Les accords d'accompagnement jazz à deux mains
Le pianiste, de par le caractère "harmonique" de son instrument, est régulièrement amené à accompagner les autres musiciens dans un groupe de jazz. Lors de l'exposition du thème par une chanteuse ou pendant le chorus du saxophoniste par exemples, le piano joue pleinement son rôle d'instrument accompagnateur en jouant les accords de la grille correspondante.
Pour obtenir des accords d'accompagnement à quatre sons pour les deux mains au piano, il est utile d'appliquer quelques règles simples et efficaces que nous allons expliquer dans ce chapitre.
Construire un accord d'accompagnement
Nous allons prendre comme base de travail les accords à 4 sons sans fondamentales. Pour trouver un bon accord d'accompagnement, le principe de base est assez simple. Il faut jouer l'accord souhaité à 4 sons sans fondamentale à la main gauche et faire passer la deuxième note en partant de la gauche, "par dessus" autrement dit à droite de cet accord. Nous appellerons cela "ouvrir" l'accord. Pour commencer il est nécessaire de s'entrainer à jouer concrètement l'accord pour la main gauche seule avant de l'ouvrir en jouant cette deuxième note "au dessus" de l'accord, à la main droite. Cela simplifie la réflexion et évite beaucoup d'erreurs harmoniques.
Accords ouverts à 4 sons
Prenons en exemple un accord pour la main gauche de Do m7(9) 2ème renversement sans fondamentale à 4 sons : Sib Ré Mib Sol.
En accompagnement à deux mains, cet accord sera joué : Sib Mib Sol Ré.
Nous avons fait passer le Ré, deuxième note du premier accord, "par dessus" les trois premières notes qui restent jouées par la main gauche, la quatrième (le Ré) étant jouée désormais par la main droite. Cette nouvelle disposition est un accord d'accompagnement à quatre sons "ouvert" de Do m7 sans fondamentale.
L'harmonie est identique, mais le rendu sonore est plus "large" et correspond parfaitement à ce qui peut être joué pour accompagner par exemple une ou plusieurs mesures de chorus de saxophone sur un Do m7.
Cette formule d'accords d'accompagnement peut être utilisée pour tous les genres d'accords : mineur 7, majeurs 7, accords de 7eme, mineurs - majeurs 7.
Avec un accord de 7eme, la démarche est la même.
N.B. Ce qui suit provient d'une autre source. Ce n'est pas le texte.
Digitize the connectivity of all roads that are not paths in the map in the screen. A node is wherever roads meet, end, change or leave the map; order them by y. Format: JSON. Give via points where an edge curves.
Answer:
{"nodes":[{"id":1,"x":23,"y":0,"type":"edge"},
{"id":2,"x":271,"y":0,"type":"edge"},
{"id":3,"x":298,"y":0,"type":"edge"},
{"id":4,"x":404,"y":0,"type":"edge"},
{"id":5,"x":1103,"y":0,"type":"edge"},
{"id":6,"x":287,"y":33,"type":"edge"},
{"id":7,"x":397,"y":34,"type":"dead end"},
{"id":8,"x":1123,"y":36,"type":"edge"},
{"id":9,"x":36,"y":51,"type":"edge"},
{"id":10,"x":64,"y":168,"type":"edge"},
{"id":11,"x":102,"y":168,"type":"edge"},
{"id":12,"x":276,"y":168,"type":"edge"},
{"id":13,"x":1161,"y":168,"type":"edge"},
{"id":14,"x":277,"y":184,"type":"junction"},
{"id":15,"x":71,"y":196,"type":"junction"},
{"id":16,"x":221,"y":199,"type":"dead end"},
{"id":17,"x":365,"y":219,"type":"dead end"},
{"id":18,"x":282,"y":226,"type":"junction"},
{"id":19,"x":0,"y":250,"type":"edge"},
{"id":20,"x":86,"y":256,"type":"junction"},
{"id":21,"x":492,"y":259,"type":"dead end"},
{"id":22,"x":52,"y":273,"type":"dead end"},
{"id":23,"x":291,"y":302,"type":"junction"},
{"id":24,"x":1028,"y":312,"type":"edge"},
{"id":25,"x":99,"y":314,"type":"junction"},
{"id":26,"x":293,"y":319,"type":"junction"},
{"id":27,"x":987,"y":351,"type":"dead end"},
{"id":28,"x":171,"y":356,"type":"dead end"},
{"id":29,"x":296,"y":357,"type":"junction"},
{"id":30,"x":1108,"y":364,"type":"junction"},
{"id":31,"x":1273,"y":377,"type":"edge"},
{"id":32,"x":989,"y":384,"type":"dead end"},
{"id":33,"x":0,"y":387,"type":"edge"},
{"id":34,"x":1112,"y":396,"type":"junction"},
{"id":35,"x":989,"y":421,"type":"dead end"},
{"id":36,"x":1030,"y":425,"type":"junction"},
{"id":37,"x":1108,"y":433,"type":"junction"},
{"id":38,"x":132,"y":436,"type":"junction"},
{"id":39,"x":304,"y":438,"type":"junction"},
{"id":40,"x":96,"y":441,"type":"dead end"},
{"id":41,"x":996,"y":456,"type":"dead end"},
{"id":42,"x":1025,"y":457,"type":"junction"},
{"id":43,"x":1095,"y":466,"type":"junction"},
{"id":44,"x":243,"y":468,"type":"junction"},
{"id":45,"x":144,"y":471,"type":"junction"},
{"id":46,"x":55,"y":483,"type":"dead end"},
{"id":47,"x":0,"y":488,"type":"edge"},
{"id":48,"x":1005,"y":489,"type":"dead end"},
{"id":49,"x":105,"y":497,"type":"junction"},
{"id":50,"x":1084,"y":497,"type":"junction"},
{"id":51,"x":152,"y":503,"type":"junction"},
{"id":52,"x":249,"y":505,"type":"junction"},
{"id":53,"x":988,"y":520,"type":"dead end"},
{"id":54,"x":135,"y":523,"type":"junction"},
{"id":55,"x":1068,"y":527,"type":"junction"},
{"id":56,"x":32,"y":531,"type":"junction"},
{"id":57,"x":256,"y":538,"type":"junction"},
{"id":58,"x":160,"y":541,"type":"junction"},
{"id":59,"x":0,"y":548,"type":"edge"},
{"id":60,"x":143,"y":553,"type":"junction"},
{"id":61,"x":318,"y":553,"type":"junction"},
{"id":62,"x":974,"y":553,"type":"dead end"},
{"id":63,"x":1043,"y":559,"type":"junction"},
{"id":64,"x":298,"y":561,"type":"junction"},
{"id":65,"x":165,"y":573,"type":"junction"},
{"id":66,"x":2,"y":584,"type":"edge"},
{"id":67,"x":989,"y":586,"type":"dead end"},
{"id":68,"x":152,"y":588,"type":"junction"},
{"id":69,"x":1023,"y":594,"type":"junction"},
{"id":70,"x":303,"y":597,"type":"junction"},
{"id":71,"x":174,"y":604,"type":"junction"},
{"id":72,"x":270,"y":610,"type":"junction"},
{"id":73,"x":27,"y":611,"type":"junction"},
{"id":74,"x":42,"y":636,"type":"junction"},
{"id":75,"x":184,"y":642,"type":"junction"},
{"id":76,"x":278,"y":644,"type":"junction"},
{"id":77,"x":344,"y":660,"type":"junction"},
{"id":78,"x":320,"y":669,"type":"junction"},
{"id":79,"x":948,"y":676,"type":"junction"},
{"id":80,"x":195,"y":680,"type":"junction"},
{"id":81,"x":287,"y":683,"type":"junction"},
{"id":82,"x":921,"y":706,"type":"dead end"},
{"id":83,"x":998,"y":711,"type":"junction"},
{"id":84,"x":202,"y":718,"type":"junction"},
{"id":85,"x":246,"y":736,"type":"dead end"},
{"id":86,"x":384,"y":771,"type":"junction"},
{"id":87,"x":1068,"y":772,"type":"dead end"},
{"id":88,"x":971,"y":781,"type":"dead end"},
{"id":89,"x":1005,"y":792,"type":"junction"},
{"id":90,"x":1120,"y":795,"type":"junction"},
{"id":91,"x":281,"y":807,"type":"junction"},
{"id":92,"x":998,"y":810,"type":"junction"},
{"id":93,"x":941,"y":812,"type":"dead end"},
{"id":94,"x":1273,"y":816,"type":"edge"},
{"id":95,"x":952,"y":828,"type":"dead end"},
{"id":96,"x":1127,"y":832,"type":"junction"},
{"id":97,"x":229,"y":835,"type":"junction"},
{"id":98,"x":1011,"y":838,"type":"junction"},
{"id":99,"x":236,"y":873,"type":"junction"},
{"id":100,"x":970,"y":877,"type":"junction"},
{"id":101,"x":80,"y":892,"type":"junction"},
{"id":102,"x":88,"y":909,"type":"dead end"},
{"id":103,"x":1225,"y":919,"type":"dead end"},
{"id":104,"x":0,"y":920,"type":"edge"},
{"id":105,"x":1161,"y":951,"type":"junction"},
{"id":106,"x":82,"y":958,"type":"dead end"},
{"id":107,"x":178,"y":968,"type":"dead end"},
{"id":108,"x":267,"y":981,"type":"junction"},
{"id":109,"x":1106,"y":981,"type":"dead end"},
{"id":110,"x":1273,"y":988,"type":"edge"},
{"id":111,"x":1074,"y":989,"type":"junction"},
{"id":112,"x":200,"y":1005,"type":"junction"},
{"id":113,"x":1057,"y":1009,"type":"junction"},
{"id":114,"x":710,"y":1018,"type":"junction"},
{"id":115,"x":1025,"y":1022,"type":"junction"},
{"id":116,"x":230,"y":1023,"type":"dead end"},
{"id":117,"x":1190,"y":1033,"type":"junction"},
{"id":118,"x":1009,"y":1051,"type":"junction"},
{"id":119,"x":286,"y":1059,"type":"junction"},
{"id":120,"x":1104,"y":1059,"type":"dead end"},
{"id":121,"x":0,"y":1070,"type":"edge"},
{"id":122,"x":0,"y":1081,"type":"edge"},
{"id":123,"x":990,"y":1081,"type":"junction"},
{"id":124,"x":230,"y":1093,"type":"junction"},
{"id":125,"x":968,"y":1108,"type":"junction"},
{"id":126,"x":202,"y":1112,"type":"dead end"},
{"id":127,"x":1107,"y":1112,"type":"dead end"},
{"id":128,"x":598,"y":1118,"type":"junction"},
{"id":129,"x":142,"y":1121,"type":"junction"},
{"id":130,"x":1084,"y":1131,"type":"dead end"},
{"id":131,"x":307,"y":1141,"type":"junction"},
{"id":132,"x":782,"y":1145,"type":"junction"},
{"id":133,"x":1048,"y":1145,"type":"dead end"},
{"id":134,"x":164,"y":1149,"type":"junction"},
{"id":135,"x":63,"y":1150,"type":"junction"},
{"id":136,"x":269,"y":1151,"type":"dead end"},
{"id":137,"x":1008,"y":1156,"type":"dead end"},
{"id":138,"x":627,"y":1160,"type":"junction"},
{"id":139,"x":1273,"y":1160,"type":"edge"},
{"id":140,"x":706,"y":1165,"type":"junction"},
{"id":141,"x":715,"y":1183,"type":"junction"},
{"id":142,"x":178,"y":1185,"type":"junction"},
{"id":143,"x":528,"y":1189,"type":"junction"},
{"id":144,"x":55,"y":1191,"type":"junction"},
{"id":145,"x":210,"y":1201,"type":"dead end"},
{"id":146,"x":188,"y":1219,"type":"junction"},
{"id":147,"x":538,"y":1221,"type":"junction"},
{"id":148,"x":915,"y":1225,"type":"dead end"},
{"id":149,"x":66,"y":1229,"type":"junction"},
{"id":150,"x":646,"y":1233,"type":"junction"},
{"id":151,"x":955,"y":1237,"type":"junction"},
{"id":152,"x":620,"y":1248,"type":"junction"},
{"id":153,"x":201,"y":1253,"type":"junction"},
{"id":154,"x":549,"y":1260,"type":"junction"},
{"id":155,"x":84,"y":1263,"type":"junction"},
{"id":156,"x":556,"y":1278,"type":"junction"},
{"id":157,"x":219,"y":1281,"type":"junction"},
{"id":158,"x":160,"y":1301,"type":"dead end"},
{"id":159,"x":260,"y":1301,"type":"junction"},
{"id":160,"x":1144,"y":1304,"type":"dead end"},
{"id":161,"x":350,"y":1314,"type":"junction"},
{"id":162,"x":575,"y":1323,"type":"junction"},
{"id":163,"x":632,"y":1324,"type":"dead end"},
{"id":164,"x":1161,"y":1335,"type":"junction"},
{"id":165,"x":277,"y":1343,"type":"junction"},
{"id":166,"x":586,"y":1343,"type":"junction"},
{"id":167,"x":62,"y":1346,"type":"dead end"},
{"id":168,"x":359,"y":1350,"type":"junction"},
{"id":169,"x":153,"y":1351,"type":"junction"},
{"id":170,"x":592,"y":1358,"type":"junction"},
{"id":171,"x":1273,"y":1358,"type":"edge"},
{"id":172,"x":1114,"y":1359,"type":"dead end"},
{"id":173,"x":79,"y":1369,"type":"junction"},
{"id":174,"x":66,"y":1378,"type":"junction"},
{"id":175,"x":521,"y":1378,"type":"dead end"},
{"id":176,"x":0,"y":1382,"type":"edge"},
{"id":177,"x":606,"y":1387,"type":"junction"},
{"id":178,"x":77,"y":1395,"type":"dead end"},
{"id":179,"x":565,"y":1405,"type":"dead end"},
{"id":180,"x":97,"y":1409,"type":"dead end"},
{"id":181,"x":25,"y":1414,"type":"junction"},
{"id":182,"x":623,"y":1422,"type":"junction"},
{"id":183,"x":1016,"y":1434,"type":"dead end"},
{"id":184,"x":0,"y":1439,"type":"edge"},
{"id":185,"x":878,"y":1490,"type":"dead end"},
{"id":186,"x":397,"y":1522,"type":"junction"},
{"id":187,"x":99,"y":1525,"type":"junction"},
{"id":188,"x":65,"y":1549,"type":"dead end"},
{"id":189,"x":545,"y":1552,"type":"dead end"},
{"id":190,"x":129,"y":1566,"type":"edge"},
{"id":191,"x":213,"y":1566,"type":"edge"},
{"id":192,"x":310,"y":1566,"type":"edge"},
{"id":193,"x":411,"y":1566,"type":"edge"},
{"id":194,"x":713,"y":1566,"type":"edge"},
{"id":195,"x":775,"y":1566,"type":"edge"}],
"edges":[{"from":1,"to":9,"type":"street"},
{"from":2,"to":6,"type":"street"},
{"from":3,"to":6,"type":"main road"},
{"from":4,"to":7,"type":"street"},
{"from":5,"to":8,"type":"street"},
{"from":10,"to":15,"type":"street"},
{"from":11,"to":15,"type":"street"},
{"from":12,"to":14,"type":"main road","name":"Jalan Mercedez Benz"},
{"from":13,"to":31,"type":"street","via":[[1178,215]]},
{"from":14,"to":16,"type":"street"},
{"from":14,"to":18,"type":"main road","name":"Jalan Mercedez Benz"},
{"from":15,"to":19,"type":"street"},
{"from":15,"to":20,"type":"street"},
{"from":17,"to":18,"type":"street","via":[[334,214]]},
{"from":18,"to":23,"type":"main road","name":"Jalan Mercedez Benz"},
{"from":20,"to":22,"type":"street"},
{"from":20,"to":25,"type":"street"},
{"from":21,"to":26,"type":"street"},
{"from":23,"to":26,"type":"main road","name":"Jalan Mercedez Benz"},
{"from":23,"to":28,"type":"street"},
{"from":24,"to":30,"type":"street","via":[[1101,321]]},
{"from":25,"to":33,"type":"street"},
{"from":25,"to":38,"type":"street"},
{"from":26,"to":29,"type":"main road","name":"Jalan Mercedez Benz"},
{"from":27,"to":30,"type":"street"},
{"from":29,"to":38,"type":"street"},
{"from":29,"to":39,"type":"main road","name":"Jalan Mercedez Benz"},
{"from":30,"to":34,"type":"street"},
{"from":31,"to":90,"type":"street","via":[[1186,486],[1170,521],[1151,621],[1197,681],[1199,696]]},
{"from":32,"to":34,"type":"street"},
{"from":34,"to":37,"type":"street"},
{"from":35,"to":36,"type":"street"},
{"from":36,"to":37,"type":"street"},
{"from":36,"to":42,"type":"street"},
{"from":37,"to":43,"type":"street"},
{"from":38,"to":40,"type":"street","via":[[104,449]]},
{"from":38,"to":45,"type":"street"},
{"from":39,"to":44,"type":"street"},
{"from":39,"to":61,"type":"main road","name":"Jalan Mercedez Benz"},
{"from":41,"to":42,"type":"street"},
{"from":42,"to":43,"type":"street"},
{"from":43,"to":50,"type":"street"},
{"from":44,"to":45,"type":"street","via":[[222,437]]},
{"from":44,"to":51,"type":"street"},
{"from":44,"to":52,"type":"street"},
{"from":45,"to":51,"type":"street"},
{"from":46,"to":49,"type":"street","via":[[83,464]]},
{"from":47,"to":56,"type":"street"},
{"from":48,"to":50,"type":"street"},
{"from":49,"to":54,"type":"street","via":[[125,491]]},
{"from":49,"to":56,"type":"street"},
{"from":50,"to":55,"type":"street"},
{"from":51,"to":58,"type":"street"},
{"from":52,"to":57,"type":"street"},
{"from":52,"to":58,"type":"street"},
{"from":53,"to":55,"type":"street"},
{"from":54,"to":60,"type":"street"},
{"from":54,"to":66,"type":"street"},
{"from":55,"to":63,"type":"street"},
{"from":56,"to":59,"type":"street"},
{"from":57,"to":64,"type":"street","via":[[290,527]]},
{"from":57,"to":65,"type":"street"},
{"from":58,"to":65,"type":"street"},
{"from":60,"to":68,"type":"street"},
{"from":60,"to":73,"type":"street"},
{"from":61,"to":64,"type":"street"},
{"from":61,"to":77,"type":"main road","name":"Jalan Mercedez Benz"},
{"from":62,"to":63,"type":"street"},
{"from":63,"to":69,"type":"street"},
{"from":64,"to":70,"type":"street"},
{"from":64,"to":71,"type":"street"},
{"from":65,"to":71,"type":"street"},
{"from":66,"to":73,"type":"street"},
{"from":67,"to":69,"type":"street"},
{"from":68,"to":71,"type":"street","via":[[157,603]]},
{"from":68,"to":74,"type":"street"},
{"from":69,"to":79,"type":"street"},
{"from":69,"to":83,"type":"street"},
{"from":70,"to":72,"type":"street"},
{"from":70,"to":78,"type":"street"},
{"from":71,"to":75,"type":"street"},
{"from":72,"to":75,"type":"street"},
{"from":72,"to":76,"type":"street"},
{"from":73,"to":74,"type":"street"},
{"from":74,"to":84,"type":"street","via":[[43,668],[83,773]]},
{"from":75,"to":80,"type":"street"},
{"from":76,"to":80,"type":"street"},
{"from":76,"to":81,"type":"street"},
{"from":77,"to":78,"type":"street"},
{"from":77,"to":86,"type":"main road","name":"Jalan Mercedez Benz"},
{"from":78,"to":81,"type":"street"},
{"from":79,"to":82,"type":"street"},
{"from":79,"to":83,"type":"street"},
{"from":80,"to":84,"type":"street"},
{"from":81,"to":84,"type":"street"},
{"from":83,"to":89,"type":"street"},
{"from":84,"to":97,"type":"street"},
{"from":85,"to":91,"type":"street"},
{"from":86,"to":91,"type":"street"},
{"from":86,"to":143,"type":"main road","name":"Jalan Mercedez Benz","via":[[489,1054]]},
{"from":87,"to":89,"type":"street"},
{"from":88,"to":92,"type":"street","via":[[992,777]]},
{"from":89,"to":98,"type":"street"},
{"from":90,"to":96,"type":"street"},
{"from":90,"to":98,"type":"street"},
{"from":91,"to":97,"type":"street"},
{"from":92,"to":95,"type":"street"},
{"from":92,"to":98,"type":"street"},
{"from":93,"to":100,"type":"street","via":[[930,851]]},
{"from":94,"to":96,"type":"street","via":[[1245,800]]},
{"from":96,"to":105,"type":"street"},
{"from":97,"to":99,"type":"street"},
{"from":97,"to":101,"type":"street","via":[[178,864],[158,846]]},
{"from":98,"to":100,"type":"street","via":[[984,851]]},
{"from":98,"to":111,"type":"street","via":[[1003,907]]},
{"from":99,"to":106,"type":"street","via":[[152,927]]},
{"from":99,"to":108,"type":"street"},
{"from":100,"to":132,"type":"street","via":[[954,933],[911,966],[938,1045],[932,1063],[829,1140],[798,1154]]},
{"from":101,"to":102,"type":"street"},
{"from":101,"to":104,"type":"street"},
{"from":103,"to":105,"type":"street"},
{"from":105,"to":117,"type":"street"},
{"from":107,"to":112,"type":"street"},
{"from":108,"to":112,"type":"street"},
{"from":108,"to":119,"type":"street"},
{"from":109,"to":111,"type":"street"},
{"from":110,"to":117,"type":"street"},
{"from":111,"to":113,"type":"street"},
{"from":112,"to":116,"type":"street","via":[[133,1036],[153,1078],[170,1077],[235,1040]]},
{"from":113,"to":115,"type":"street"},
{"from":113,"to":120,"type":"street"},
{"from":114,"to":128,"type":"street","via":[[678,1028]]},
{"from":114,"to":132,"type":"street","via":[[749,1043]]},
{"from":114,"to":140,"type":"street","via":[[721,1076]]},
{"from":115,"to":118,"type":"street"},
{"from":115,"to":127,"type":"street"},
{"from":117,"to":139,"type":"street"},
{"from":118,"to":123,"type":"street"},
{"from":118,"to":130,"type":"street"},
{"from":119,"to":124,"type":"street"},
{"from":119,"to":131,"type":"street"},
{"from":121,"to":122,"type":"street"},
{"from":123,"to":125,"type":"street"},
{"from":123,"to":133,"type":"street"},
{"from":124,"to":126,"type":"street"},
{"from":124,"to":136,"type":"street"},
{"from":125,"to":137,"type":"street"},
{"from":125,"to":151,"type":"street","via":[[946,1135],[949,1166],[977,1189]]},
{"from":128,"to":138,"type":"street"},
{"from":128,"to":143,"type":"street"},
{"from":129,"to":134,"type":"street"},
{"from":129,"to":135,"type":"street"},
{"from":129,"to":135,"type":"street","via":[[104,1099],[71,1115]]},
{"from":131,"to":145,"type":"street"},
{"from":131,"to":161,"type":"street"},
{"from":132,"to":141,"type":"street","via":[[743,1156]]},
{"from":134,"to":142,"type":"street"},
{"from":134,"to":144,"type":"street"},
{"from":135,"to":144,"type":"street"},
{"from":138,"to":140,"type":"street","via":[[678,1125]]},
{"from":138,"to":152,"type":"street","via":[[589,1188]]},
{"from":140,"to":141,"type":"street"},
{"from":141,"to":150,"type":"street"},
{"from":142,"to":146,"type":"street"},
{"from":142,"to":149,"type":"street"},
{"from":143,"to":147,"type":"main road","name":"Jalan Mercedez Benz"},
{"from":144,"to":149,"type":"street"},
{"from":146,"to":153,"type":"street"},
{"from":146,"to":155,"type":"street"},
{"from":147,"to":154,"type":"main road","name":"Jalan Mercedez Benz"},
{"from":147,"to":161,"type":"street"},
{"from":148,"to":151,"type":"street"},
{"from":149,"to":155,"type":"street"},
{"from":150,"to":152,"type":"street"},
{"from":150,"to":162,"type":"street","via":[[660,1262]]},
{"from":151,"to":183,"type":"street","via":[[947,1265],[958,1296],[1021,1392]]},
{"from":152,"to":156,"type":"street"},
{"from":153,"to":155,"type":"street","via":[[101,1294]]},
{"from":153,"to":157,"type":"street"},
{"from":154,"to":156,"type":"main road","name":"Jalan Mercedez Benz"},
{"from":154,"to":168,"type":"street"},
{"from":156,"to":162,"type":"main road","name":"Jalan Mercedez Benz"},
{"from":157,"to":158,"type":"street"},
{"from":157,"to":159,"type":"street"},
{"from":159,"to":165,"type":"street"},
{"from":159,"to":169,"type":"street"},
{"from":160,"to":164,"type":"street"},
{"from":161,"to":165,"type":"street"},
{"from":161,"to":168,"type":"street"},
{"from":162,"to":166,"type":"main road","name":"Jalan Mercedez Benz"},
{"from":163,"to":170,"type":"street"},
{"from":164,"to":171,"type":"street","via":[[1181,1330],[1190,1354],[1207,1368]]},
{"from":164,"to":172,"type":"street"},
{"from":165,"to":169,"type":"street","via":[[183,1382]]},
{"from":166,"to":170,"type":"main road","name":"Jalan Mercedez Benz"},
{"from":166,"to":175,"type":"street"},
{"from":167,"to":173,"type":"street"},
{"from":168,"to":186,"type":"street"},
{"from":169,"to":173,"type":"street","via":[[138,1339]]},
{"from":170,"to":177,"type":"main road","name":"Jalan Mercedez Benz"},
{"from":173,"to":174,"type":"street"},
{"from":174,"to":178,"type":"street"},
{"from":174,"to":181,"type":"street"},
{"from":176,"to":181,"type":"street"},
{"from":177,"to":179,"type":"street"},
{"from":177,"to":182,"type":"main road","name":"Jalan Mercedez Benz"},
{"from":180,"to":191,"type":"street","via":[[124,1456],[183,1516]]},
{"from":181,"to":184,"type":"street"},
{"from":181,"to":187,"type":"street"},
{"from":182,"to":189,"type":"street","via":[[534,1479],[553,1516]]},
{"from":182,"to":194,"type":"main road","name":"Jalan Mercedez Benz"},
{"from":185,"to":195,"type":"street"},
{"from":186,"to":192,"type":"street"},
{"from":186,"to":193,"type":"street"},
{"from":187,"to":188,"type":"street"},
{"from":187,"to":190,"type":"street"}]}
Prenons un autre exemple avec l'accord de F7(9 13) : à la base pour la main gauche nous avons l'accord : La Ré Mib Sol, qui devient en accord d'accompagnement à deux mains : La Mib Sol Ré. Un dernier exemple avec l'accord de Sib Maj7 : pour la main gauche La Do Ré Fa devient La Ré Fa Do en accord d'accompagnement pour les deux mains.
Comment jouer les accords d'accompagnement à deux mains
L'accord une fois "ouvert" peut se jouer avec trois notes à la main gauche et une (celle qui est passée par dessus) avec la main droite. Il est aussi possible de partager ces quatre sons en deux : deux notes à la main gauche et les deux autres à la main droite.
Harmoniquement cela ne change rien. Au niveau du timbre de l'accord la deuxième solution est un peu plus homogène, bien que moins facile à réaliser lorsqu'on à pas encore l'habitude de pratiquer ces accords d'accompagnement.
Adapter les accords d'accompagnement
Lors de l'exposé d'une mélodie, les accords d'accompagnement doivent être au service de cette dernière. Il faut utiliser les accords ouverts avec discernement et en fin de compte toujours être à l'écoute du résultat sonore. Il est très risqué d'appliquer les principes expliqués dans ce chapitre de manière systématique. La note passée "au dessus" risque parfois de créer une dissonance avec celle du chant.
Dans la majorité des cas, c'est une trop grande proximité entre la note aigue de l'accord et celle du thème qui pose problème. Lorsque l'écart entre ces notes est d'un demi-ton ou d'un ton, il faut ajuster la plus aigue de l'accord.
Ex : C7 ouvert : Mi Sib Ré La lorsque la note du chant est Sol, cette association "La" et "Sol" crée une dissonance qui dans beaucoup de cas sera problématique.
La solution la plus simple est de changer la note aigue de l'accord. En l'occurrence le "La" peut devenir un "Sol" et nous aurons alors un unisson entre le chant et la partie haute de l'accord.
Idéalement l'accord (et sa note la plus aigue) doit être joué un peu plus grave que celle du chant, ou alors franchement plus aigu dans le cas où la mélodie est jouée par un autre instrument. Ce sont les tessitures proches qui peuvent créer des frottements harmoniques dissonants.